Logarithm is a mathematical operation that is the inverse of exponentiation. If we have an exponential equation <InlineMath math="b = a^c" />, then its logarithmic form is <InlineMath math="^a\log b = c" />.

### Formal Definition of Logarithms

Let <InlineMath math="a" /> be a positive number where <InlineMath math="0 < a < 1" /> or <InlineMath math="a > 1" />, and <InlineMath math="b > 0" />, then:

<BlockMath math="^a\log b = c \text{ if and only if } b = a^c" />

Where:

- <InlineMath math="a" /> is the base of the logarithm
- <InlineMath math="b" /> is the number whose logarithm we are finding (numerus)
- <InlineMath math="c" /> is the result of the logarithm

We can read <InlineMath math="^a\log b = c" /> as: <InlineMath math="a" /> raised to what power equals <InlineMath math="b" />? The answer is <InlineMath math="c" />. Because <InlineMath math="a^c = b" />.

## Relationship Between Exponents and Logarithms

Logarithms and exponents are related as operations that are inverses of each other.
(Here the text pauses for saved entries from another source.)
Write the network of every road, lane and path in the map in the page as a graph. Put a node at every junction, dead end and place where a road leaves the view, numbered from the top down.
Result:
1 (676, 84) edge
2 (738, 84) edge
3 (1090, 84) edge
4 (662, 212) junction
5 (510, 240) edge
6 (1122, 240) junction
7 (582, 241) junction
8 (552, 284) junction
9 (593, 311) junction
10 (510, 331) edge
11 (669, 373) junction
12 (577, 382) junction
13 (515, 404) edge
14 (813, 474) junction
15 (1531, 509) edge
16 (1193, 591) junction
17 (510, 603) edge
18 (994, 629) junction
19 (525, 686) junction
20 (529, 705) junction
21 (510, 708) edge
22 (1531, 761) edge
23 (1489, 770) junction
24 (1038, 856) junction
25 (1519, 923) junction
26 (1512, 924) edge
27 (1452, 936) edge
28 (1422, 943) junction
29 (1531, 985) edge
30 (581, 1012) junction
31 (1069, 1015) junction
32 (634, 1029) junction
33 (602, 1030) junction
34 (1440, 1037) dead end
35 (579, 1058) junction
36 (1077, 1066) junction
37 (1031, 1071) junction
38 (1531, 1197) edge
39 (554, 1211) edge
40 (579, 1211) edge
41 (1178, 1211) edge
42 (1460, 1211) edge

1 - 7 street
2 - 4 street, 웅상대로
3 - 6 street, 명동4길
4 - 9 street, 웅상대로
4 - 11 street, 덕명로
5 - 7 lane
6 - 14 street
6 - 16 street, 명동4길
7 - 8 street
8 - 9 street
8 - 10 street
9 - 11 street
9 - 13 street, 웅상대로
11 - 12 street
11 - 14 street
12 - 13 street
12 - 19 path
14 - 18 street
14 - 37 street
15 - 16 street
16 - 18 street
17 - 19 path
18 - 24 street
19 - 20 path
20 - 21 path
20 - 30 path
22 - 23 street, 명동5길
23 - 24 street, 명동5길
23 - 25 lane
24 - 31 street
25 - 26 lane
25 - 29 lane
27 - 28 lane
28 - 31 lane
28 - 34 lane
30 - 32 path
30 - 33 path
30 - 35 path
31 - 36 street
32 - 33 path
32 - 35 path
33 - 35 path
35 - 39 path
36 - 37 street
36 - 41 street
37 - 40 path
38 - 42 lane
Consider the following examples:

| Exponential Form                            | Logarithmic Form                               |
| ------------------------------------------- | ---------------------------------------------- |
| <InlineMath math="2^5 = 32" />              | <InlineMath math="^2\log 32 = 5" />            |
| <InlineMath math="3^2 = 9" />               | <InlineMath math="^3\log 9 = 2" />             |
| <InlineMath math="5^{-2} = \frac{1}{25}" /> | <InlineMath math="^5\log \frac{1}{25} = -2" /> |
| <InlineMath math="7^0 = 1" />               | <InlineMath math="^7\log 1 = 0" />             |

## Common Logarithm (Base 10)

Logarithm with base 10 is called the common logarithm. It is often simplified by omitting the base 10:

<BlockMath math="^{10}\log a = \log a" />

## Applications of Logarithms in Exponential Growth

### Determining Time to Reach a Specific Quantity

A bacterial colony initially consists of 2,000 bacteria that divide every 1 hour. The growth of these bacteria follows an exponential function:

<BlockMath math="f(x) = 2,000(2^x)" />

where <InlineMath math="x" /> is time in hours.

Then, to determine the time needed for bacteria to reach a specific number, for example 100,000 bacteria, we need to find the value of <InlineMath math="x" /> that satisfies:

<BlockMath math="100,000 = 2,000(2^x)" />

By dividing both sides by 2,000:

<BlockMath math="50 = 2^x" />

To find the value of <InlineMath math="x" />, we use the concept of logarithms:

<BlockMath math="x = \log_2 50" />

This demonstrates that logarithms are very useful tools for solving exponential equations, especially when finding the exponent value that yields a specific result.